Subsequently, this study performed FMT to investigate whether the therapeutic effects of Simiao decoction and allopurinol on gout arthritis were mediated by gut microbiota modulation. FMT was used to determine whether the drugs exerted their therapeutic effects by modulating gut microbiota [27, 51, 52]. Results showed that FMT from Simiao decoction-treated gout mice was able to alleviate gout arthritis symptoms, whereas transplantation of gut microbiota from allopurinol-treated gout mice had no therapeutic effect. This may be due to the fact that transplantation of gut microbiota from Simiao decoction-treated gout mice was able to decrease the abundance of genus Helicobacter and increase the abundance of genus Akkermansia, which are associated with beneficial effects.
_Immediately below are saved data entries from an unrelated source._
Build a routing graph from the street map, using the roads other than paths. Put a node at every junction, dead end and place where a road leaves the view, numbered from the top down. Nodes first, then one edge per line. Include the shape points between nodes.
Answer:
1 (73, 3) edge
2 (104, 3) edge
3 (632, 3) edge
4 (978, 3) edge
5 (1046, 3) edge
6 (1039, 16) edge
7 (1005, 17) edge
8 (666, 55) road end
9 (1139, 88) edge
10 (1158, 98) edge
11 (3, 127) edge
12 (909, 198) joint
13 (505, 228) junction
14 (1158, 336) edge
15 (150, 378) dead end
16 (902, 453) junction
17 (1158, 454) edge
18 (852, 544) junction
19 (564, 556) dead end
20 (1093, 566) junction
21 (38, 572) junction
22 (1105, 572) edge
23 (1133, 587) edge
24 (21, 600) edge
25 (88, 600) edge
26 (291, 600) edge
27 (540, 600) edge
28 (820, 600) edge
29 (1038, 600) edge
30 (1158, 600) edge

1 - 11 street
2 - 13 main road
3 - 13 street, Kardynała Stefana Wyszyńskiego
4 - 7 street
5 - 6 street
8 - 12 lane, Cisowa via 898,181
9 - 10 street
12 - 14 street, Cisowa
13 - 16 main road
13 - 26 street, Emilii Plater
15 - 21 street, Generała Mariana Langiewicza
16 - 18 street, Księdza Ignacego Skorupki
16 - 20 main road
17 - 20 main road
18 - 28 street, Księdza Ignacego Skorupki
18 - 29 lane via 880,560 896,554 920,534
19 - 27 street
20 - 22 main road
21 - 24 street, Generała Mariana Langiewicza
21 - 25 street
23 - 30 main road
On the other hand, FMT from allopurinol-treated gout arthritis mice did not significantly alter the abundance of genus Helicobacter or other gout-associated genera.

Conclusion

To summarize, our data demonstrated that Simiao decoction can alleviate gout arthritis symptoms by modulating gut microbiota. This study provides direct evidence that gut microbiota can be a mechanism of traditional Chinese medicine in treating diseases. However, the findings have not been confirmed with human samples, and the underlying mechanisms from the host’s perspective have not been elucidated. Nonetheless, this research could advance our understanding of the therapeutic mechanisms of Simiao decoction.